Would you copy each line of the records that includes the word "Vandværksvej"?

- _Source data_
....

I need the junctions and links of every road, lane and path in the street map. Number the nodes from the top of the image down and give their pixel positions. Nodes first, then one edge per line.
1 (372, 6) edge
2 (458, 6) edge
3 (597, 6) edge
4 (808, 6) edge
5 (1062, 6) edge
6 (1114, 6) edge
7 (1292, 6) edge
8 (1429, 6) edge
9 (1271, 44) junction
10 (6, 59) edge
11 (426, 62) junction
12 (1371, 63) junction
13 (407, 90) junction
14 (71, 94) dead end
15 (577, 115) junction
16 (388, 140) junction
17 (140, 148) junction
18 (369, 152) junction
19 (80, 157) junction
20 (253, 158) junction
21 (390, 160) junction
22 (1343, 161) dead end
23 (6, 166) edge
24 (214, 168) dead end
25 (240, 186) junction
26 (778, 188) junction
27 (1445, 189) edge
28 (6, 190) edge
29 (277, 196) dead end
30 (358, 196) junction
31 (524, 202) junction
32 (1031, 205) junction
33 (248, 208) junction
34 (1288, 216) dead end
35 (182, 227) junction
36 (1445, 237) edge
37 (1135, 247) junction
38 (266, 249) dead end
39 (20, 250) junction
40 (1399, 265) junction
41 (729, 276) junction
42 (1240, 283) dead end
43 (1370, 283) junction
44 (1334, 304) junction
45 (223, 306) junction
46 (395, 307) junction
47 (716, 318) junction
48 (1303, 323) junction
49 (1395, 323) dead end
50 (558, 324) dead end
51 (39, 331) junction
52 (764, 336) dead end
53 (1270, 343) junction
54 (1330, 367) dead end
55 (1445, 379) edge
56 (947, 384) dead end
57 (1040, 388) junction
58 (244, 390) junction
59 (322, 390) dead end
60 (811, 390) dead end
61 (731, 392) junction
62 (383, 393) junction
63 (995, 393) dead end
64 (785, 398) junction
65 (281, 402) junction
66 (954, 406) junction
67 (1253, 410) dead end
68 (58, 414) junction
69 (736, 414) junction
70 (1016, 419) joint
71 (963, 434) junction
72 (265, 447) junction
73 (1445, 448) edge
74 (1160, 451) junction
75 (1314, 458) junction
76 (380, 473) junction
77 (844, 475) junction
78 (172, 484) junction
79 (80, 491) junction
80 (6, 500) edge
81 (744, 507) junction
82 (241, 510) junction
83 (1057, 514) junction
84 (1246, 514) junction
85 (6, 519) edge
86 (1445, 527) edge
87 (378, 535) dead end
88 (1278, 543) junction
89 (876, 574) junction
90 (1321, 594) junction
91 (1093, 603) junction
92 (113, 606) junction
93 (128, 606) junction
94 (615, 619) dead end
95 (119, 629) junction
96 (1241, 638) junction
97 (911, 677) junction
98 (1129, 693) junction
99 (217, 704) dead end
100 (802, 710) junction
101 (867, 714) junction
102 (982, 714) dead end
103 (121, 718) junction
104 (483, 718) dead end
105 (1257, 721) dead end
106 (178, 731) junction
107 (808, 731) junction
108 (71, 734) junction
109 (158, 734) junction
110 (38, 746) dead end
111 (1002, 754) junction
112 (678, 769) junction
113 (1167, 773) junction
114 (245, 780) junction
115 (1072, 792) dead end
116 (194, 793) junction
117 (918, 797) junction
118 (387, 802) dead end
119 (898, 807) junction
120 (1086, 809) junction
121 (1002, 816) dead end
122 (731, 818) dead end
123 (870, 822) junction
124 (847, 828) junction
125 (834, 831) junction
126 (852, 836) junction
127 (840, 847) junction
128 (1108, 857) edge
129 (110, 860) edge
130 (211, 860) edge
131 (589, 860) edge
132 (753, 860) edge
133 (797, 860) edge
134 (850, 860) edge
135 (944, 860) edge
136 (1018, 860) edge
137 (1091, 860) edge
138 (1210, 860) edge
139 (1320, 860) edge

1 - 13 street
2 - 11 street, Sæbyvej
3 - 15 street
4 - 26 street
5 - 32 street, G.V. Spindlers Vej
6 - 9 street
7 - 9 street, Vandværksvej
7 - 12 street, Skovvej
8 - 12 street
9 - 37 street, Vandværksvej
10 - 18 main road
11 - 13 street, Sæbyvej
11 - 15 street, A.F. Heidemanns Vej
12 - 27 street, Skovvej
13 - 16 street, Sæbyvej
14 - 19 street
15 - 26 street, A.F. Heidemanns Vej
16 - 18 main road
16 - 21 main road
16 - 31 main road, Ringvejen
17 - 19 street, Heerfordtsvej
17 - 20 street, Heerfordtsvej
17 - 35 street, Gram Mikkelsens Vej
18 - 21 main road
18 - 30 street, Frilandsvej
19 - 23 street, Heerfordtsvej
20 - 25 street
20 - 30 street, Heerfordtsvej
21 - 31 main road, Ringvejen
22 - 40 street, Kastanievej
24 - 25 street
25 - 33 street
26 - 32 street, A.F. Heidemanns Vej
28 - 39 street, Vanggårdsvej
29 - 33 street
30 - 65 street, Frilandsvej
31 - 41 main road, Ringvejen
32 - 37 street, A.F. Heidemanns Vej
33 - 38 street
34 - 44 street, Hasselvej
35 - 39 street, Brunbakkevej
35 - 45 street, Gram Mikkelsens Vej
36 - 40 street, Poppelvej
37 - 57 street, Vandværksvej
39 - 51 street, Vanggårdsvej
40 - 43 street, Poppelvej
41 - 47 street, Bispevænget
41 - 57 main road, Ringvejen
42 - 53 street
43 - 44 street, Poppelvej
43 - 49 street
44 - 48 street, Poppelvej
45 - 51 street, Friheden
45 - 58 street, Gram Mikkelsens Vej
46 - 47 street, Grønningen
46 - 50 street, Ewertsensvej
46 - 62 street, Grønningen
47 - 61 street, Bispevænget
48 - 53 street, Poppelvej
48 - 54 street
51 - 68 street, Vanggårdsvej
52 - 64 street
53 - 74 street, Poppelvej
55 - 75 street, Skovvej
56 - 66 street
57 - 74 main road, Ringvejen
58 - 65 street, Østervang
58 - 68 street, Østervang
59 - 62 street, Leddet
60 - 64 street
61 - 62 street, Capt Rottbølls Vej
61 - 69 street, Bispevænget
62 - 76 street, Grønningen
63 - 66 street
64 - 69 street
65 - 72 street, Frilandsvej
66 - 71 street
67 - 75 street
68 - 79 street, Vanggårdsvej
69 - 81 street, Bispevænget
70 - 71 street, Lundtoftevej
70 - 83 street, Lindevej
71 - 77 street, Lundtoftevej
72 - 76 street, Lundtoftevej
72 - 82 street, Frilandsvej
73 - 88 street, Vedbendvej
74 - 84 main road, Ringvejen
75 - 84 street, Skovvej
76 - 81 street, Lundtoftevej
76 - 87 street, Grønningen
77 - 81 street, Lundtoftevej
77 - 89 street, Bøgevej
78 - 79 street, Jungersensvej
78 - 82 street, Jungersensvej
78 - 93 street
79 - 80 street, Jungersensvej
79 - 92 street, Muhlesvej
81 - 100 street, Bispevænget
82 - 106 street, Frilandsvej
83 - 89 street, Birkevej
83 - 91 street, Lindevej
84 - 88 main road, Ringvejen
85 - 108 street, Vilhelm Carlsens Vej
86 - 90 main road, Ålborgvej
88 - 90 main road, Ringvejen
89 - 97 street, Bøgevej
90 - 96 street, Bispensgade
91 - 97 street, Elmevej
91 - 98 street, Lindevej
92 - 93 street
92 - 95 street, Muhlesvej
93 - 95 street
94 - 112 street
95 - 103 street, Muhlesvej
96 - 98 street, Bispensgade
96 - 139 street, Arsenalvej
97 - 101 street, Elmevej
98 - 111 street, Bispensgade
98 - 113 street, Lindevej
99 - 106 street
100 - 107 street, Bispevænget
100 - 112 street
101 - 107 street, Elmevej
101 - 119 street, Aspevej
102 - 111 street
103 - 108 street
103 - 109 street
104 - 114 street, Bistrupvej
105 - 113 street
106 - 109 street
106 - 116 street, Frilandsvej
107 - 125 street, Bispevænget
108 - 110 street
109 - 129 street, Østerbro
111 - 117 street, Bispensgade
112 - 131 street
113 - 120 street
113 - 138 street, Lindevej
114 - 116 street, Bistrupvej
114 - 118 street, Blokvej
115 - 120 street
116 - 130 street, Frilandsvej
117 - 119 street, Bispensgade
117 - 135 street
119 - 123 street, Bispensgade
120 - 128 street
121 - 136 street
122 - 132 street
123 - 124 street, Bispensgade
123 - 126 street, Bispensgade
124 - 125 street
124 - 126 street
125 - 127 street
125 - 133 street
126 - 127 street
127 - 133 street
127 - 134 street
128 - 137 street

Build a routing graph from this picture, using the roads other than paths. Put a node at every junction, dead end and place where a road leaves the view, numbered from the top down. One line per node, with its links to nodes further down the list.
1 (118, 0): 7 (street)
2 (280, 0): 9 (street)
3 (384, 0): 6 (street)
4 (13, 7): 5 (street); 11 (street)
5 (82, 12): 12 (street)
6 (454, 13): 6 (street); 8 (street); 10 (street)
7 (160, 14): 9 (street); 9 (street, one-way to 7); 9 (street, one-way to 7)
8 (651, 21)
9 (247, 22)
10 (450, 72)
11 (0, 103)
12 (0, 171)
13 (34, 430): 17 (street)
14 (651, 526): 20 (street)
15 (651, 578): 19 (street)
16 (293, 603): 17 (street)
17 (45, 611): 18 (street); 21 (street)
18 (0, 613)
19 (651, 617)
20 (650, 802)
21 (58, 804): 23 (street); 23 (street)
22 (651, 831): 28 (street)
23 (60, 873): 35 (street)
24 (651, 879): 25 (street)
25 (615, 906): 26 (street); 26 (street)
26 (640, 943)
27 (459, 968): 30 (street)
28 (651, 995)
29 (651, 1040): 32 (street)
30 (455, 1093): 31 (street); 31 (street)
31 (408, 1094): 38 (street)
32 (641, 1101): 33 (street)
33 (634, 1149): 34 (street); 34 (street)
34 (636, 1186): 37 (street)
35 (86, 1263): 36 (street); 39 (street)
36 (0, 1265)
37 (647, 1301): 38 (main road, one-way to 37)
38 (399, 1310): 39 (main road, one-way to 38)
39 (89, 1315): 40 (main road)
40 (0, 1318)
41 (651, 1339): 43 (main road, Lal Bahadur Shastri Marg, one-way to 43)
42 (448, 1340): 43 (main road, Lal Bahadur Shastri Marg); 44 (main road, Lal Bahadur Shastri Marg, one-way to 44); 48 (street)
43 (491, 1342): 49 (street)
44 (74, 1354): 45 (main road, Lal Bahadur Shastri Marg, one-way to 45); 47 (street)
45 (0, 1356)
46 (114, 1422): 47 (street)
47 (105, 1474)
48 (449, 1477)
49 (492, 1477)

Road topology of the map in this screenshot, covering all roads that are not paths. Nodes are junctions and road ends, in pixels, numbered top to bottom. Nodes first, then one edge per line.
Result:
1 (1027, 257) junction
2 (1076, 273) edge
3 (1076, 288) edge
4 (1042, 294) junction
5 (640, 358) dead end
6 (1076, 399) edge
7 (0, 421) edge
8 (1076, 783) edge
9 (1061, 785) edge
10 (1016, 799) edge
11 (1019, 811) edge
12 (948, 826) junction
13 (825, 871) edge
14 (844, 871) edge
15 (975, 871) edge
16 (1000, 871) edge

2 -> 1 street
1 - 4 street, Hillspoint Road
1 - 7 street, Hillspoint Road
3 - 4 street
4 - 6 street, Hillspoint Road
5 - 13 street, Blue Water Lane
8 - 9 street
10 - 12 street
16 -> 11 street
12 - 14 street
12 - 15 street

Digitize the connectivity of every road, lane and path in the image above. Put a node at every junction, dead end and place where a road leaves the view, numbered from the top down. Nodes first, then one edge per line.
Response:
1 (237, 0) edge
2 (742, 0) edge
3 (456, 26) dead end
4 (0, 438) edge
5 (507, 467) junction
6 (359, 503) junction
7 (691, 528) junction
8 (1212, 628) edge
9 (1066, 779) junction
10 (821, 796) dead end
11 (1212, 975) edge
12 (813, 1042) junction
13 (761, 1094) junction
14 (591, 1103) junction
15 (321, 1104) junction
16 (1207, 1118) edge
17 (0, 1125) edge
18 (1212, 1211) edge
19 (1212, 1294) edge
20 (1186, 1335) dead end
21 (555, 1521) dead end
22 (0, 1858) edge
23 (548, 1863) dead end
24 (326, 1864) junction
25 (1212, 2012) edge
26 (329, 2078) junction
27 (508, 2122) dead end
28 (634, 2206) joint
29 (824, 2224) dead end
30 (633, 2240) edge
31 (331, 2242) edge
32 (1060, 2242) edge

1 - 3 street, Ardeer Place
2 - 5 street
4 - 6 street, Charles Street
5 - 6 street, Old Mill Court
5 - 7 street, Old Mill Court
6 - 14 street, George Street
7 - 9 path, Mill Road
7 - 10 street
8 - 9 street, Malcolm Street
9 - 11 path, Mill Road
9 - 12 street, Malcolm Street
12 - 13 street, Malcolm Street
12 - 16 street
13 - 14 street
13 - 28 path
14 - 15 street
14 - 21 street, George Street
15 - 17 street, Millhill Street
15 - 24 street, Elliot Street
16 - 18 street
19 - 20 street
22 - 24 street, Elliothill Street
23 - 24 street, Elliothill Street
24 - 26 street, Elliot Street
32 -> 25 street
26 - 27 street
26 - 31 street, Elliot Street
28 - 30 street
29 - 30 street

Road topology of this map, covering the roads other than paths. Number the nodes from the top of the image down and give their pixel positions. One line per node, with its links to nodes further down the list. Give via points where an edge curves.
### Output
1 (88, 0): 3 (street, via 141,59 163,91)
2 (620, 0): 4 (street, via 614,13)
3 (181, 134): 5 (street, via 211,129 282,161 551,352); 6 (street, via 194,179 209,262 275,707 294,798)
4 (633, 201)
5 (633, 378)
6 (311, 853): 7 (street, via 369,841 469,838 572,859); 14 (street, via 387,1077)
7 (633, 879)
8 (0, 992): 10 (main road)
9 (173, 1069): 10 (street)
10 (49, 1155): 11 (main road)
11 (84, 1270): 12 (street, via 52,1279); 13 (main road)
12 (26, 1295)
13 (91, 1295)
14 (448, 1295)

....

- _Output of the task_
7 - 9 street, Vandværksvej
9 - 37 street, Vandværksvej
37 - 57 street, Vandværksvej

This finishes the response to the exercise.